__EXERCISE DESCRIPTION__
In the entries below, identify every line with the string "Ardsley" and copy it.

(Stored data entries)
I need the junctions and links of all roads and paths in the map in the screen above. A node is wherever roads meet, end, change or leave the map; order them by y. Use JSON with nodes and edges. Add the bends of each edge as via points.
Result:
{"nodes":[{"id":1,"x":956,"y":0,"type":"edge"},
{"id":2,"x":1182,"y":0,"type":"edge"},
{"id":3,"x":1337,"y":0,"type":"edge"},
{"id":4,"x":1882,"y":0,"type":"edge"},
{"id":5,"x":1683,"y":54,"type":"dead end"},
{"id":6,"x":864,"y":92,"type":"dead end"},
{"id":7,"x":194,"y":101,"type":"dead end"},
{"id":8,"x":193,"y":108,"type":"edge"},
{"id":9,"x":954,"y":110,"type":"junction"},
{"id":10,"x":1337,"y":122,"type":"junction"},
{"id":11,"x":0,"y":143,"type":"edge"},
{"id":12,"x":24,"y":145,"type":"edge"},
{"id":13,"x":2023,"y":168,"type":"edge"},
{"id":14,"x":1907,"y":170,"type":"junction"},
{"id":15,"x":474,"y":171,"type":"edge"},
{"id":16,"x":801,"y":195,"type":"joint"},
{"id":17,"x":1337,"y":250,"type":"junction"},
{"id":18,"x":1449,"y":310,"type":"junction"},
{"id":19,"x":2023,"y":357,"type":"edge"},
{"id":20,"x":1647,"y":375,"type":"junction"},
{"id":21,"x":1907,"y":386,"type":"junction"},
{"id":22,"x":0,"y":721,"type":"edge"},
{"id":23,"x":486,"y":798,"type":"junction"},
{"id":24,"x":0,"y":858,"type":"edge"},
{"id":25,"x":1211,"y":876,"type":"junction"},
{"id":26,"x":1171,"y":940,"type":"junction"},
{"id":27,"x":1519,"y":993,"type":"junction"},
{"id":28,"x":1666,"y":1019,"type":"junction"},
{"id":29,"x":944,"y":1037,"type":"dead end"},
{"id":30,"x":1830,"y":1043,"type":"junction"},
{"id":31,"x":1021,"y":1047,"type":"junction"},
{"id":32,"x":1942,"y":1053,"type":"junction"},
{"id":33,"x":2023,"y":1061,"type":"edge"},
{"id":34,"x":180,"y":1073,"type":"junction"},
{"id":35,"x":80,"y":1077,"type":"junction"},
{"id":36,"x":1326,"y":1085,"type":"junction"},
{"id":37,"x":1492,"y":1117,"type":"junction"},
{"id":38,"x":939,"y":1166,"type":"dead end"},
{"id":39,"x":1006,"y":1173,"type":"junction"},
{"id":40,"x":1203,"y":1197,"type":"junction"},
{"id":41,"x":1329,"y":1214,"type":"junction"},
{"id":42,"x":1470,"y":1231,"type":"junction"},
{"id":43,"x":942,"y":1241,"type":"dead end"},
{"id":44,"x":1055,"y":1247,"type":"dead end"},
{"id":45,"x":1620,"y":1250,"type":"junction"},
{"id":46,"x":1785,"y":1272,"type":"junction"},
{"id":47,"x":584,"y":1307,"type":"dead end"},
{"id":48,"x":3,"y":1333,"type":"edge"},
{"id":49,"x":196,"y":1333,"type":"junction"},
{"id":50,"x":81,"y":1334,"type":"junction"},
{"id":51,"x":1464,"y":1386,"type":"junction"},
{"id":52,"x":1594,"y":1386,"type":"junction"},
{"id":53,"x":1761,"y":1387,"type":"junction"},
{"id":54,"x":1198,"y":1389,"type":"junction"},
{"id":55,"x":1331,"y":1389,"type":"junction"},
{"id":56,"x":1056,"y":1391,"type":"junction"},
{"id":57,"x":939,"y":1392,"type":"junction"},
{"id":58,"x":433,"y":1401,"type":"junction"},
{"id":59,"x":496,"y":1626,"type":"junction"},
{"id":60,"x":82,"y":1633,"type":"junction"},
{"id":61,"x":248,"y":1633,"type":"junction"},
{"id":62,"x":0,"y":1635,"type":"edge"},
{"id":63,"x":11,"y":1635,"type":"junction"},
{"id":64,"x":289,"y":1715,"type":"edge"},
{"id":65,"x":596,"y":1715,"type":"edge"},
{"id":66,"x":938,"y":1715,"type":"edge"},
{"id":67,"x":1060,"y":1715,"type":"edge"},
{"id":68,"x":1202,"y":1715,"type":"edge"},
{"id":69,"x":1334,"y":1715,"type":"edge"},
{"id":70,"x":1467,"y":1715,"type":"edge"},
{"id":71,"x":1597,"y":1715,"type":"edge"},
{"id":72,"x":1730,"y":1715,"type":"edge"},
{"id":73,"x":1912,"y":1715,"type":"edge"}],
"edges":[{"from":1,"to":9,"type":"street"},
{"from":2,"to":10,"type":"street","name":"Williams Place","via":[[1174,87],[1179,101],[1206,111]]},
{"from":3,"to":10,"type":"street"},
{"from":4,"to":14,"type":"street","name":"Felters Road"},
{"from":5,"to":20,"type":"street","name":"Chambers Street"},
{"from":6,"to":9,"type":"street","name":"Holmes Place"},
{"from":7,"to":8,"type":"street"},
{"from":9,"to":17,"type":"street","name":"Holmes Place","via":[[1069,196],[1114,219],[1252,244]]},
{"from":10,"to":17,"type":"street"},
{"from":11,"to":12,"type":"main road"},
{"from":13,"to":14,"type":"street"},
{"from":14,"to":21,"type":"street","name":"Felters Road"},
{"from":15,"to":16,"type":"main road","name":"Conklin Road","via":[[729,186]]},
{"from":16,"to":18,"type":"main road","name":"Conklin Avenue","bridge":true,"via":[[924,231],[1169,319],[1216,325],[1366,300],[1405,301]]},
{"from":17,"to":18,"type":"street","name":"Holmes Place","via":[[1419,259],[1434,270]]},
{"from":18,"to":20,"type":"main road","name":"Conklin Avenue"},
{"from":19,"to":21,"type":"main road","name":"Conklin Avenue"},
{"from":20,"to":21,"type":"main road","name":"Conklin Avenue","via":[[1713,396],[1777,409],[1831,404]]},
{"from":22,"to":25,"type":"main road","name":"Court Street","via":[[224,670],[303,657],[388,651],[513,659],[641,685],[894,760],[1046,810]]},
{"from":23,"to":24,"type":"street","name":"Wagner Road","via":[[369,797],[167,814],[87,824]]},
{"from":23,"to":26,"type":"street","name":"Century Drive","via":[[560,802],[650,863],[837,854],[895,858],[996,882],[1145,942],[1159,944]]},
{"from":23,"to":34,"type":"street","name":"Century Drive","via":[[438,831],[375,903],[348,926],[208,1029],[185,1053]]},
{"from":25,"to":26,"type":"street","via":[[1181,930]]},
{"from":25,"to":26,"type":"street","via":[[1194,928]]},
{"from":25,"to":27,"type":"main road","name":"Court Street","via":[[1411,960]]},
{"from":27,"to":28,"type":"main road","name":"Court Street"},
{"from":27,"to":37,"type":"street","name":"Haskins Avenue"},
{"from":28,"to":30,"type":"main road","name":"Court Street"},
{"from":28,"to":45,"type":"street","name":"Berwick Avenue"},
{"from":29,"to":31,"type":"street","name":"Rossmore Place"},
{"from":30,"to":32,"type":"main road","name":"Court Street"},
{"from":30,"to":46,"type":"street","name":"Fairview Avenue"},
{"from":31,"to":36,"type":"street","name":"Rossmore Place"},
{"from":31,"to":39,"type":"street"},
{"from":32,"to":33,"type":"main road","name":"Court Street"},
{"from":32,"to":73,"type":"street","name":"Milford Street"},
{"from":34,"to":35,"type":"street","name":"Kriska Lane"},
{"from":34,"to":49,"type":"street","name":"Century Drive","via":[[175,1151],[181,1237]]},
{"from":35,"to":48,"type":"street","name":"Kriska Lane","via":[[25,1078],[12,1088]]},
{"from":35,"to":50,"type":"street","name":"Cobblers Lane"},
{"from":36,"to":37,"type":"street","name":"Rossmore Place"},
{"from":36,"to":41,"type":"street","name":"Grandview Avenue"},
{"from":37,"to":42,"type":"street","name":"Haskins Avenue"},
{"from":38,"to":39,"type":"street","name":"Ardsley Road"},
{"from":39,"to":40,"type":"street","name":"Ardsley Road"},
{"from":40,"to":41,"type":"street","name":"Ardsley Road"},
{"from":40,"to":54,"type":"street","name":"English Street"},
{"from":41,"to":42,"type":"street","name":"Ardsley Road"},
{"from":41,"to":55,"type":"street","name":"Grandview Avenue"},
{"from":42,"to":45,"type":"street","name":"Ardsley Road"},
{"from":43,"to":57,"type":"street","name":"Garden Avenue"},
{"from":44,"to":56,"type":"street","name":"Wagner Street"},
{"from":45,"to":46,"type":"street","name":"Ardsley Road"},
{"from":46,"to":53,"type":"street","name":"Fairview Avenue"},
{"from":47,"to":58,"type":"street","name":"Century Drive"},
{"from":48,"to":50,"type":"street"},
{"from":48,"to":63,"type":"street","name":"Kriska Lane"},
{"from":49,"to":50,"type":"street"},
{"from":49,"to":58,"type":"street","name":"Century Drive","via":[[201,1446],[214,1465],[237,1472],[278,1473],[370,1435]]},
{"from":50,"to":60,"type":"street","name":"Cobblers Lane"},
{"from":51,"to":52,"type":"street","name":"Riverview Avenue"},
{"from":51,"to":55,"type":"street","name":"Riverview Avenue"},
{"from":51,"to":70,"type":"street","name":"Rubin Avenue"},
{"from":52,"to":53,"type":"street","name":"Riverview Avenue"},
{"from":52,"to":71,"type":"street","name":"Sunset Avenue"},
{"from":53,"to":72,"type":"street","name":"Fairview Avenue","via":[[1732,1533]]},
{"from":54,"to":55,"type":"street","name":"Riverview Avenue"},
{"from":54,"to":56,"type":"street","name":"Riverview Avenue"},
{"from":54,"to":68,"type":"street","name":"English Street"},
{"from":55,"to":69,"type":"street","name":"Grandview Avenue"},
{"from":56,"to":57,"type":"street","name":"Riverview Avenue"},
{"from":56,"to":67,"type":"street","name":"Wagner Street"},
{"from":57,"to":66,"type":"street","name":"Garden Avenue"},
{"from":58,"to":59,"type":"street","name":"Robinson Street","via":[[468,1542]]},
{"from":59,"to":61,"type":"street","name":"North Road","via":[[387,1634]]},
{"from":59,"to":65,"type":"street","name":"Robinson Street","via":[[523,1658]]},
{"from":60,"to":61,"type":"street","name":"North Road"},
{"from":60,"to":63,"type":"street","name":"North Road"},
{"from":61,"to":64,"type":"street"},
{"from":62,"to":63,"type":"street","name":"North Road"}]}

__TASK RESULT__
{"from":38,"to":39,"type":"street","name":"Ardsley Road"},
{"from":39,"to":40,"type":"street","name":"Ardsley Road"},
{"from":40,"to":41,"type":"street","name":"Ardsley Road"},
{"from":41,"to":42,"type":"street","name":"Ardsley Road"},
{"from":42,"to":45,"type":"street","name":"Ardsley Road"},
{"from":45,"to":46,"type":"street","name":"Ardsley Road"},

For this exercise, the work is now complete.